Top of ENTRIES SHOWN
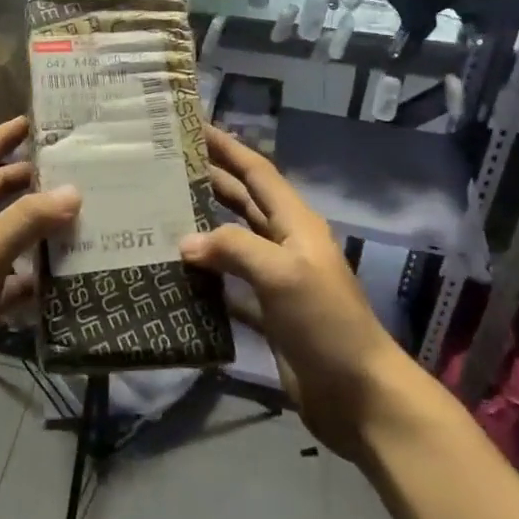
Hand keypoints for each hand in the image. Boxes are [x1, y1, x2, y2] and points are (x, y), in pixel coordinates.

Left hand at [0, 117, 79, 444]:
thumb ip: (26, 220)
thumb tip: (72, 192)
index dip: (0, 139)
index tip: (31, 123)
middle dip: (25, 182)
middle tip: (68, 172)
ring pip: (4, 236)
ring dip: (34, 226)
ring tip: (76, 216)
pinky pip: (11, 277)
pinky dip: (34, 271)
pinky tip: (64, 271)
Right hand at [180, 123, 416, 459]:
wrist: (358, 394)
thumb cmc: (326, 322)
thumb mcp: (283, 274)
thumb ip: (234, 248)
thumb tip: (185, 242)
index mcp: (295, 223)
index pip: (257, 172)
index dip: (228, 147)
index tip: (195, 125)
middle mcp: (285, 243)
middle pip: (242, 201)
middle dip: (210, 180)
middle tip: (166, 166)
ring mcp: (276, 280)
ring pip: (232, 241)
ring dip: (202, 227)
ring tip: (161, 213)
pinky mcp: (267, 313)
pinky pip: (229, 285)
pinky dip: (205, 277)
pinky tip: (176, 273)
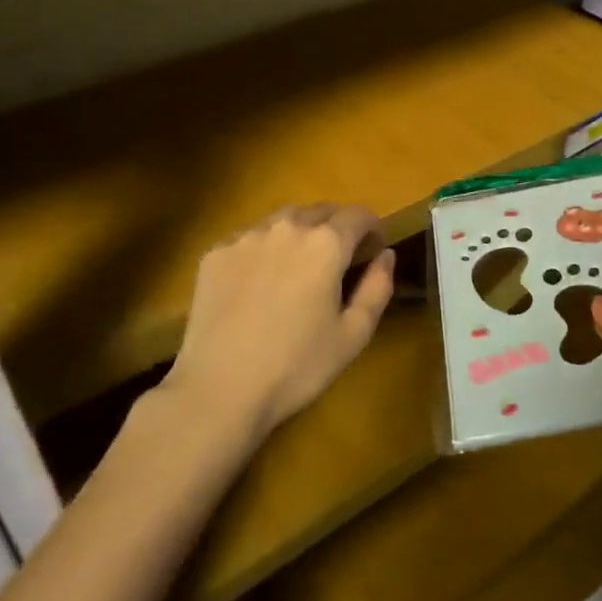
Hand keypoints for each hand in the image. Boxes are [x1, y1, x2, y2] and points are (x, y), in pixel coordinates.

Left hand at [165, 203, 395, 442]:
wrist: (219, 389)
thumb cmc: (296, 366)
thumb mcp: (353, 334)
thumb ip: (378, 287)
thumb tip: (385, 254)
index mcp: (326, 244)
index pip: (358, 215)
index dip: (372, 228)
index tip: (373, 249)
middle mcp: (286, 227)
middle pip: (321, 211)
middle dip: (336, 227)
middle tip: (338, 259)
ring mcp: (246, 237)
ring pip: (283, 220)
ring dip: (299, 233)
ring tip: (297, 266)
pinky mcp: (215, 253)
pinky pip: (249, 238)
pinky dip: (264, 249)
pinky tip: (258, 282)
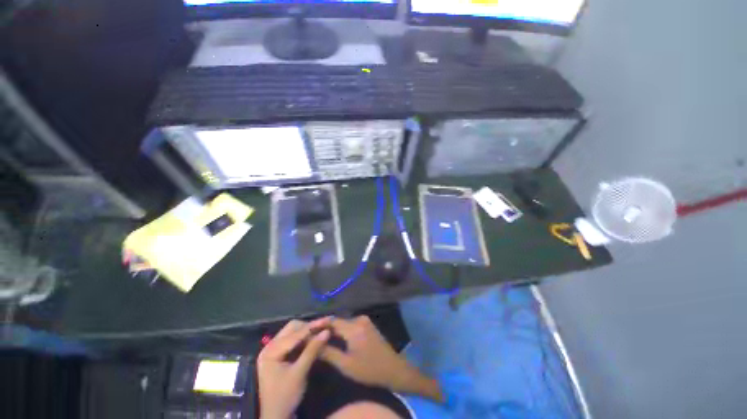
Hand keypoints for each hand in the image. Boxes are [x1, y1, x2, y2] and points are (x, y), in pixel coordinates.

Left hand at [257, 318, 330, 418]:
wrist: (275, 418)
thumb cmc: (285, 397)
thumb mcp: (299, 373)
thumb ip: (312, 350)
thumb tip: (327, 331)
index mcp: (271, 351)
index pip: (295, 333)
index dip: (313, 325)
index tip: (328, 319)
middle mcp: (269, 347)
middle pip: (292, 328)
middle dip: (310, 326)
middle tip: (326, 326)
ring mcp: (273, 350)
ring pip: (293, 332)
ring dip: (307, 331)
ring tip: (322, 330)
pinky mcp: (277, 355)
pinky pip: (292, 340)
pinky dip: (303, 338)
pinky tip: (313, 339)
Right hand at [320, 316, 442, 401]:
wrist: (393, 369)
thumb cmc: (369, 369)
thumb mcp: (346, 365)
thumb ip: (329, 353)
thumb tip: (313, 344)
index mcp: (354, 327)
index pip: (332, 321)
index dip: (319, 324)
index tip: (306, 330)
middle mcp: (359, 319)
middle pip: (338, 321)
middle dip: (325, 328)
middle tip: (312, 336)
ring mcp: (365, 321)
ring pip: (344, 323)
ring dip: (333, 329)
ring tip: (321, 337)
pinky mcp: (368, 324)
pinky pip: (351, 324)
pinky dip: (342, 330)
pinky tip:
Bottom of ENTRIES SHOWN
TO DO: Report every line of the data in which "Left" appears.

REPLY:
Left hand at [0, 117, 79, 444]:
Left hand at [165, 203, 395, 442]:
Left hand at [257, 318, 330, 418]:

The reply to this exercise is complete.